What is Forex?
The FOReign EXchange market is the largest financial market in the world. Forex (Foreign Exchange) simply means the buying of one currency and selling another at the same time. In other words, the currency of one country is exchanged for those of another. The currencies of the world are on a floating exchange rate, and are always traded in pairs - Euro/Dollar, Dollar/Yen, etc. In excess of 85 percent of all daily transactions involve trading of the major currencies.
The average daily turnover in the global Forex markets is currently around US$ 3.2 trillion. FX trading has many advantages over equities as the foreign exchange market is open 24 hours a day and there is greater liquidity. Unlike the futures and stock markets, trading of currencies is not centralized on an exchange. Forex literally follows the sun around the world. Trading moves from major banking centers of the U.S. to Australia and New Zealand, to the Far East, to Europe and finally back to the U.S.

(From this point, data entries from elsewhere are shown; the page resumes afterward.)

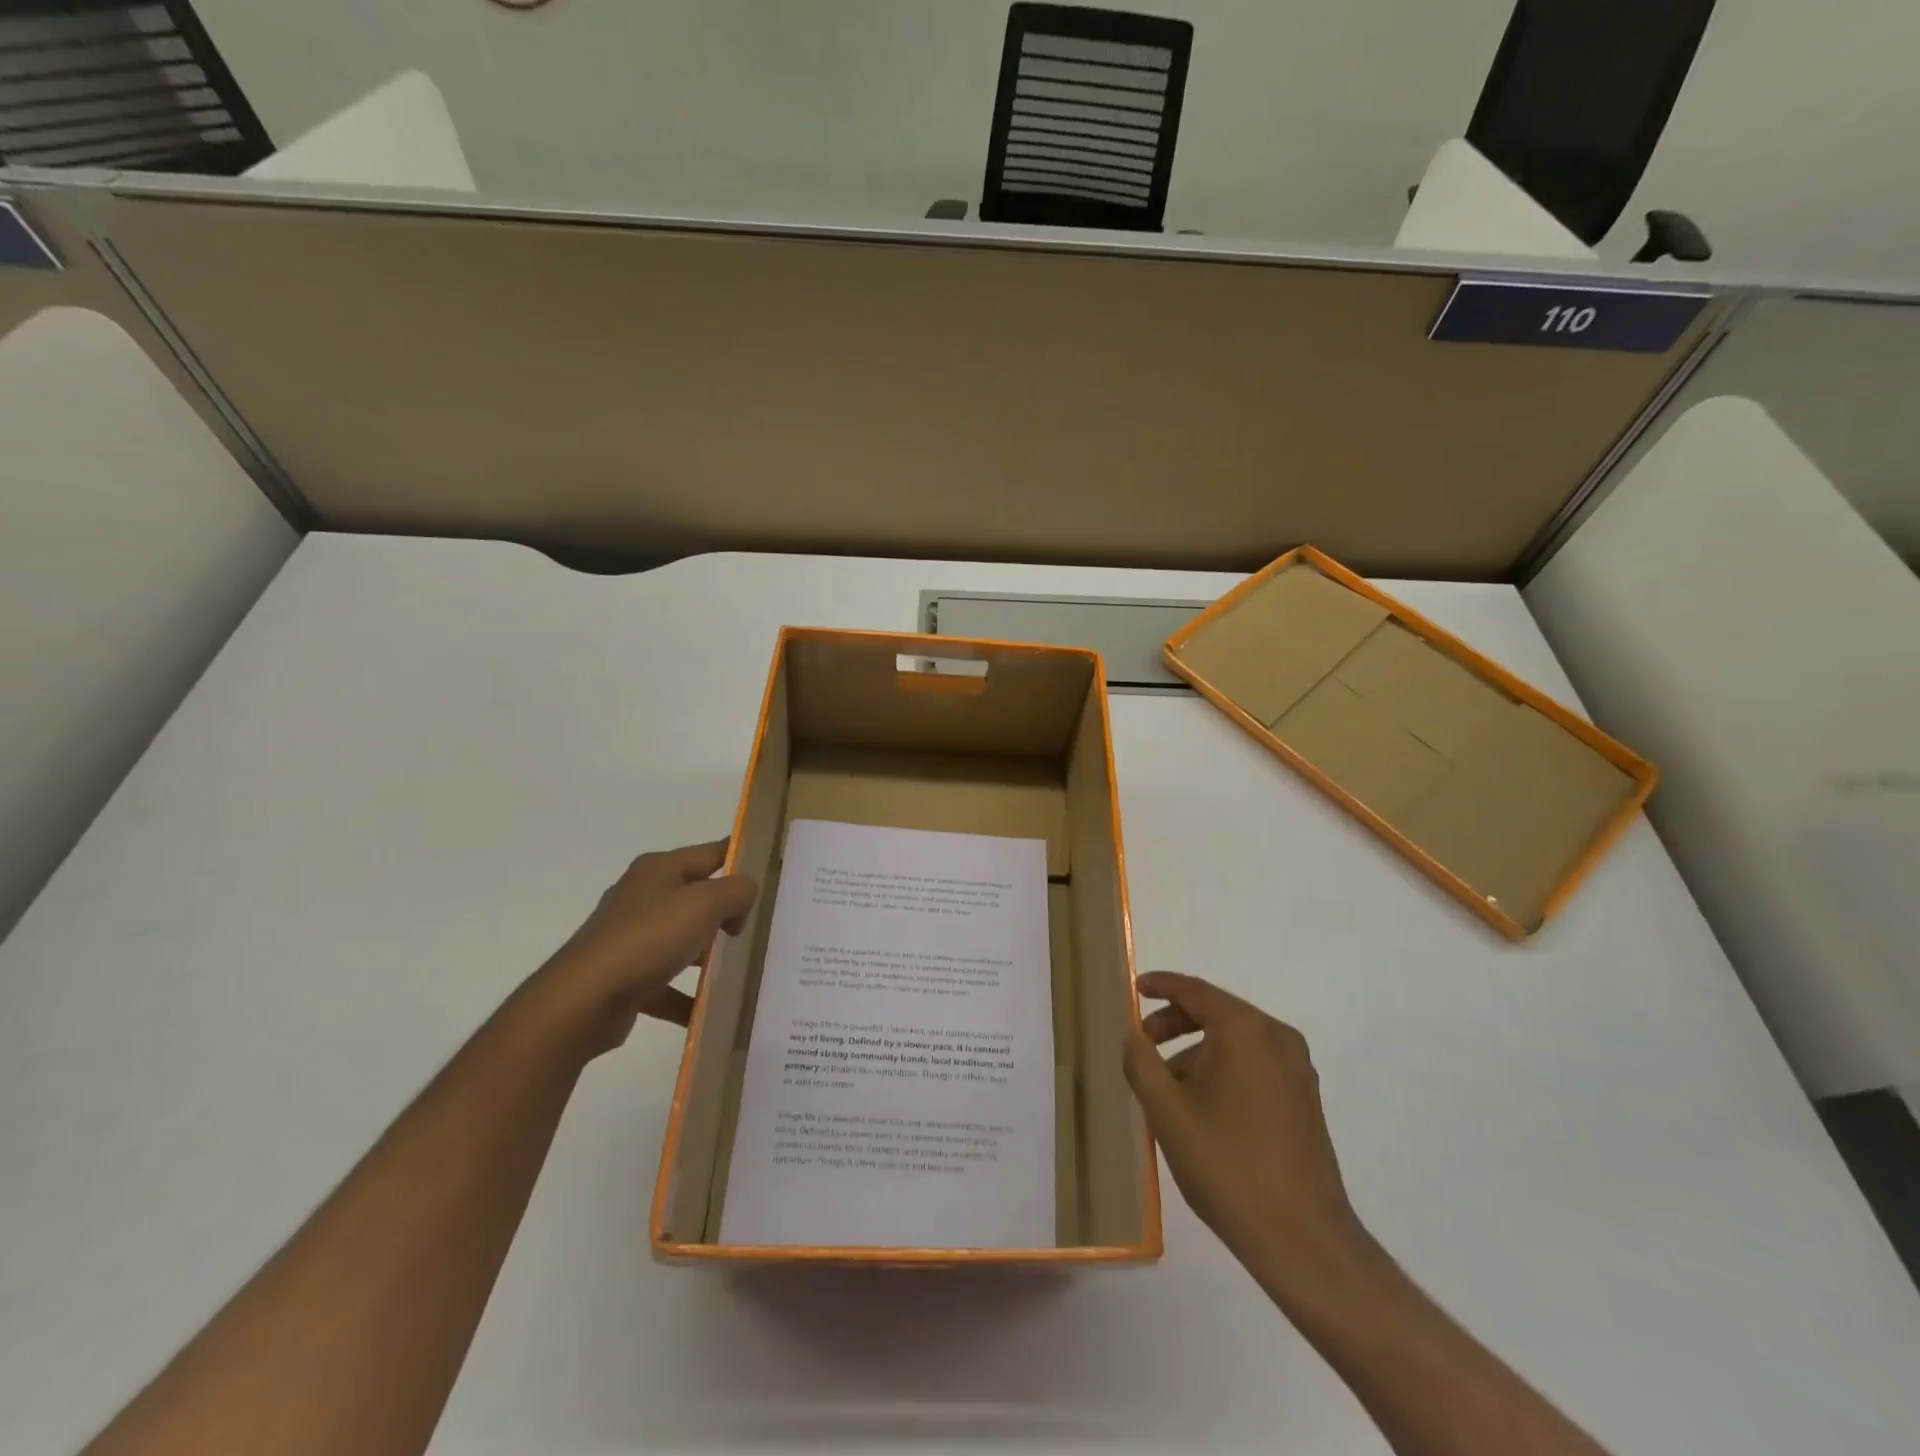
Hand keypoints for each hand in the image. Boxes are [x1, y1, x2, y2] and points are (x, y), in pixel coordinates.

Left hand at [536, 839, 756, 1056]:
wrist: (583, 1001)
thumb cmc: (648, 938)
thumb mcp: (705, 903)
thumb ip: (736, 891)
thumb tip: (743, 896)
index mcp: (660, 869)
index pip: (712, 852)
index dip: (742, 856)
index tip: (773, 870)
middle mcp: (644, 896)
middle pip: (699, 897)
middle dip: (729, 911)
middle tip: (764, 926)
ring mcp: (632, 937)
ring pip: (684, 940)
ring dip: (710, 955)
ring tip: (744, 968)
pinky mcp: (626, 976)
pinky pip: (668, 982)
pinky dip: (688, 995)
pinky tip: (711, 1009)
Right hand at [1124, 971, 1372, 1295]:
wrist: (1302, 1239)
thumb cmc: (1226, 1165)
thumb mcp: (1166, 1111)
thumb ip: (1141, 1062)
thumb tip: (1133, 1035)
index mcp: (1245, 1030)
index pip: (1195, 991)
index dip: (1161, 985)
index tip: (1135, 988)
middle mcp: (1276, 1038)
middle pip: (1217, 1013)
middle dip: (1175, 1022)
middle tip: (1142, 1043)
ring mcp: (1297, 1069)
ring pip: (1236, 1041)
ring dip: (1197, 1050)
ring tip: (1166, 1087)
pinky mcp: (1304, 1099)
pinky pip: (1254, 1064)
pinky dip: (1223, 1068)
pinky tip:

Investors buy these currencies on the speculation that the currency purchased will increase in value. This increase in value occurs due to changing economic conditions of the countries involved. Real time daily events affect the stability of a currency, therefore the prices constantly change.
24 hour market. Seeing as the market is worldwide, as long as there is a market open somewhere in the world trading can take place. The markets open in Australia on Sunday night and close in New York at close of business on Friday.
Ability to profit from both rising and falling markets. Falling and volatile market offer opportunity for large profits. The Forex market has no restrictions on directional trading.
High Liquidity. Liquidity is the ability to turn an asset into cash. When trading in money the asset is cash.